I met Giulia the summer before my senior year of college, when I first came to New York as an intern. We were both renting out rooms in communal Airbnbs managed by the same owner, and Giulia’s had been overbooked somehow, so she was sent to sleep on our couch. If I had been in Giulia’s shoes - fresh off a transatlantic flight from Milan, forced to couch-surf with a bunch of random people - I think I would have had a panic attack. Instead, Giulia was so lovely and funny and warm. She was so Italian. We hit if off immediately and, after she’d settled into her proper room one apartment down, spent the rest of the summer moving in and out of each other’s orbit. Years later, we are still friends, although most of our contact has been digital. Giulia moved back to Europe after that summer. A few years ago we met up for a long weekend in Lisbon. Giulia impressed me by revealing that she speaks fluent Portuguese and taking me to a string of hidden restaurants where we drank vinho verde late into the night. Then the pandemic happened, and it was hard to say when we’d see each other next. A few weeks ago I flew to visit her in The Hague, where she now lives and works. It was late March, the start of tulip season.
I’d been to The Hague once, many years ago, on a short day trip. It was autumn then, and I’d walked through the city center, seen Parliament and the Vermeers hanging in the Mauritshuis, dipped my toes in the North Sea, then gotten on a train and headed back to Amsterdam. This time Giulia picked me up in the airport - the luxury of being picked up in an airport by a girlfriend after years of pandemic separation! - and we exited the train to find that it was snowing.
Giulia’s flat was down a street of perfect Dutch row houses, all exactly the same from the outside. We walked up three flights of impossibly narrow stairs and then I was in Giulia’s apartment, softly lit, a huge cheese board already set out complete with cannoli and Italian flatbreads. Giulia loves books, just like me, and has shelves upon shelves of them, a huge library filled with a mix of Italian and English. We split a bottle of white wine and talked until way too late into the night. I fell asleep to snow still falling outside the window, blanketing the many perfect rows of bikes.
That weekend in The Hague is so colored by my experience of seeing Giulia again, and her marvelous apartment, that it’s hard to parse out what is special about the city from what is special about my friend. Giulia with her Moka Bialetti, perfectly aged, bubbling away on the stovetop for our morning breakfast spreads. Her giant jars of homemade limoncello aging in a cupboard under the kitchen counter, sunshine captured in glass. Us walking through the city center, taking breaks every half-hour or so to stop and order an espresso.
I was reminded of the treats economy of the Dutch, how every coffee comes with a tiny bite-sized cookie, how every café has huge slices of the nicest cakes you’ve ever seen on offer. When I asked one barista for their opinion on which cake to order, he gestured at each in turn and said “good,” “good,” “good.” He was joking with me but I was also sure he was right.

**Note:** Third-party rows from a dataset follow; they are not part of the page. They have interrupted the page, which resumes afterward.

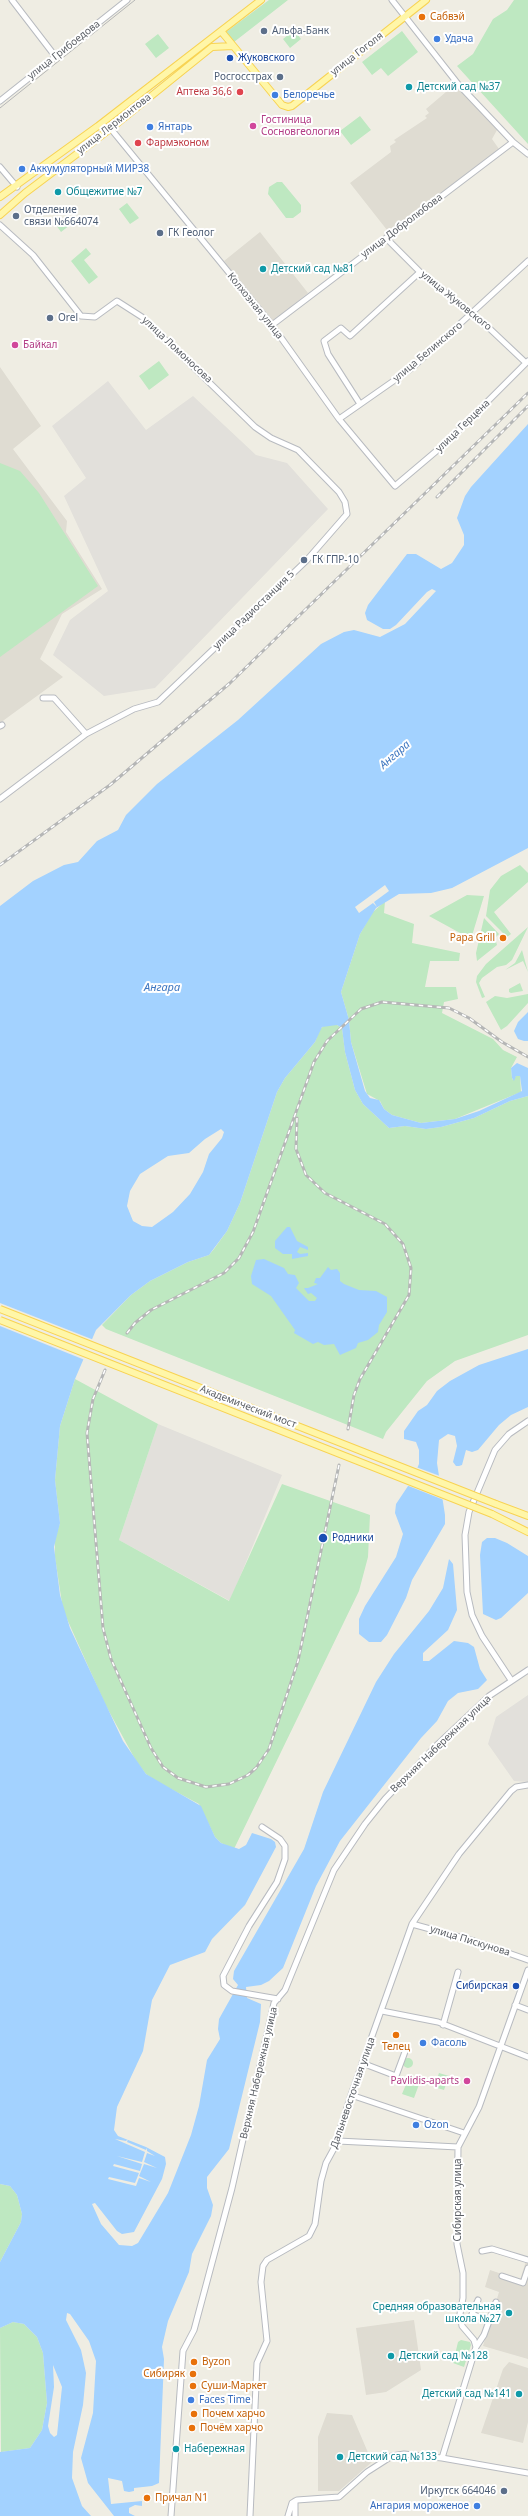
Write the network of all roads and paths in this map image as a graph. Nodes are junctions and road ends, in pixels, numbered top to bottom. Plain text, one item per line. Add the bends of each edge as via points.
1 (12, 0) edge
2 (127, 0) edge
3 (262, 0) edge
4 (392, 0) edge
5 (426, 0) edge
6 (404, 17) junction
7 (221, 31) junction
8 (207, 41) junction
9 (232, 46) junction
10 (212, 47) junction
11 (55, 56) junction
12 (0, 101) edge
13 (110, 129) junction
14 (513, 142) junction
15 (528, 154) edge
16 (0, 167) edge
17 (17, 187) junction
18 (0, 197) edge
19 (1, 216) edge
20 (0, 225) edge
21 (386, 238) junction
22 (528, 261) edge
23 (420, 272) junction
24 (472, 315) junction
25 (272, 325) junction
26 (527, 362) edge
27 (360, 404) junction
28 (338, 420) junction
29 (395, 486) joint
30 (347, 514) joint
31 (42, 698) dead end
32 (86, 734) junction
33 (0, 799) edge
34 (0, 1309) edge
35 (0, 1320) edge
36 (528, 1422) edge
37 (528, 1516) edge
38 (512, 1523) junction
39 (528, 1528) edge
40 (528, 1532) edge
41 (528, 1670) edge
42 (511, 1680) junction
43 (528, 1786) edge
44 (262, 1827) dead end
45 (412, 1924) junction
46 (528, 1960) edge
47 (528, 1970) edge
48 (458, 1972) dead end
49 (278, 1999) junction
50 (515, 2005) junction
51 (528, 2010) edge
52 (382, 2011) junction
53 (443, 2025) junction
54 (500, 2048) junction
55 (406, 2049) dead end
56 (528, 2057) edge
57 (362, 2063) junction
58 (350, 2095) junction
59 (464, 2132) junction
60 (338, 2141) junction
61 (458, 2147) junction
62 (482, 2251) dead end
63 (528, 2260) edge
64 (528, 2268) edge
65 (502, 2276) dead end
66 (478, 2300) dead end
67 (496, 2302) dead end
68 (489, 2321) junction
69 (476, 2347) junction
70 (442, 2458) junction
71 (528, 2473) edge
72 (296, 2501) junction
73 (171, 2516) edge
74 (250, 2516) edge
75 (288, 2516) edge
76 (295, 2516) edge

1 - 11 street
2 - 11 street, улица Грибоедова
3 - 7 main road, улица Лермонтова
4 - 6 street
5 - 6 main road, улица Гоголя
6 - 9 main road, улица Гоголя via 288,107 282,105
6 - 14 street via 458,84
7 - 8 main road, улица Лермонтова
7 - 9 main road
8 - 10 main road
8 - 17 main road, улица Лермонтова
9 - 10 main road
10 - 13 main road, улица Лермонтова
11 - 12 street, улица Грибоедова
13 - 19 main road, улица Лермонтова via 25,193
13 - 25 street, Колхозная улица
14 - 15 street
14 - 21 street, улица Добролюбова
16 - 17 street
17 - 18 main road, улица Лермонтова
20 - 30 street, улица Ломоносова via 33,255 81,316 95,317 116,301 142,317 255,427 271,438 298,450 339,492 345,502
21 - 23 street, улица Жуковского
21 - 25 street, улица Добролюбова
22 - 24 street, улица Белинского
23 - 24 street, улица Жуковского
23 - 27 street via 350,336 341,328 324,341 328,354
24 - 26 street, улица Жуковского
24 - 27 street, улица Белинского via 412,368
25 - 28 street, Колхозная улица
26 - 29 street, улица Герцена via 447,442
27 - 28 street, улица Белинского
28 - 29 street, Колхозная улица
30 - 32 street, улица Радиостанция 5 via 306,560 158,702 134,709
31 - 32 street via 54,698
32 - 33 street
34 - 37 main road, Академический мост, bridge
35 - 38 main road, Академический мост, bridge
36 - 42 street via 511,1431 495,1450 469,1512 465,1535 467,1592 472,1615 482,1636
38 - 39 main road
38 - 40 main road
41 - 42 street, Верхняя Набережная улица
42 - 49 street, Верхняя Набережная улица via 489,1696 410,1771 361,1830 334,1870 285,1990
43 - 45 street, Дальневосточная улица via 516,1787 511,1791 459,1854
44 - 49 street via 280,1839 285,1846 285,1859 277,1882 223,1976 224,1985 232,1991
45 - 46 street, улица Пискунова via 474,1941
45 - 52 street, Дальневосточная улица via 405,1937
47 - 50 street, Сибирская улица
48 - 53 street
49 - 73 street, Верхняя Набережная улица via 274,2003 232,2188 194,2330 183,2351
50 - 51 street
50 - 54 street, Сибирская улица
52 - 53 street
52 - 57 street, Дальневосточная улица
53 - 54 street
54 - 56 street
54 - 59 street, Сибирская улица via 479,2107 471,2125
55 - 57 street via 396,2076
57 - 58 street, Дальневосточная улица
58 - 59 street
58 - 60 street, Дальневосточная улица
59 - 61 street, Сибирская улица
60 - 61 street
60 - 74 street, Дальневосточная улица via 326,2164 315,2224 309,2236 267,2260 263,2266 261,2282 267,2341 257,2363
61 - 69 street, Сибирская улица via 457,2244 463,2273 460,2314 462,2326 474,2340
62 - 63 street via 492,2249
64 - 65 street via 522,2283
66 - 68 street via 472,2314
67 - 68 street
68 - 69 street
69 - 70 street
70 - 71 street
70 - 72 street via 404,2454 392,2456 367,2472 339,2497
72 - 75 street via 292,2503
72 - 76 street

The Dutch don’t fuck around with their baked goods. I couldn’t resist ordering a boterkoek at one café - a Dutch butter cookie, new to me - which was so buttery and rich that it tasted like a slab of cookie dough on a platter. One day I bought a a huge, fresh stroopwafel as we walked by Parliament, wrapped in a paper cone, the caramel dripping down into viscous puddle at the bottom.

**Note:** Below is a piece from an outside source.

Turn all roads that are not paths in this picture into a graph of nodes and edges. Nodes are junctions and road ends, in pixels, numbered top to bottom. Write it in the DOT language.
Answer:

We took a train to Keukenhof on my last full day to see the tulips. The countryside as seen from the train was hypnotic: flat, grassy fields interspersed every few meters with shallow canals running like ribbons, the occasional tulip field exploding into color, tiny droplets of rain splattering against the glass. The gardens were full of slightly droopy flowers from the recent snowfall, some quite obviously squashed before their prime. Other sections were perfect, untouched somehow. Everyone was a tourist and the crowd trickled along at a snail’s pace because everyone needed their perfect Instagram shot.
We walked by an American woman who I overheard saying “I hate flowers” to her partner. We walked by a group of tiny girls chanting “I’m a pretty flower” as they ran in a circle, crushing tulips in their chubby excited hands. We walked into a greenhouse and saw every variety of tulips in existence, more tulips than could be imagined, all perfectly protected from the elements. Some where absolutely hideous. Some where so beautiful that I wanted to stick my face in them. Afterwards, we had to wait for a bus to get back to the train, and when it finally arrived twenty minutes later we were crushed inside along with every other tourist in the world. An extremely forward Dutch man tried to hit on Giulia and I, inviting us to get a drink with him at the train station bar. We laughed and said no and went home and had a beautiful dinner together.
I flew back to Dublin and was picked up at the airport again, this time by Peter and Rigby. I felt so lucky for everything.
Great story and fabulous photos! Love hearing about your adventures. But I am getting hungry after seeing that gorgeous snack tray!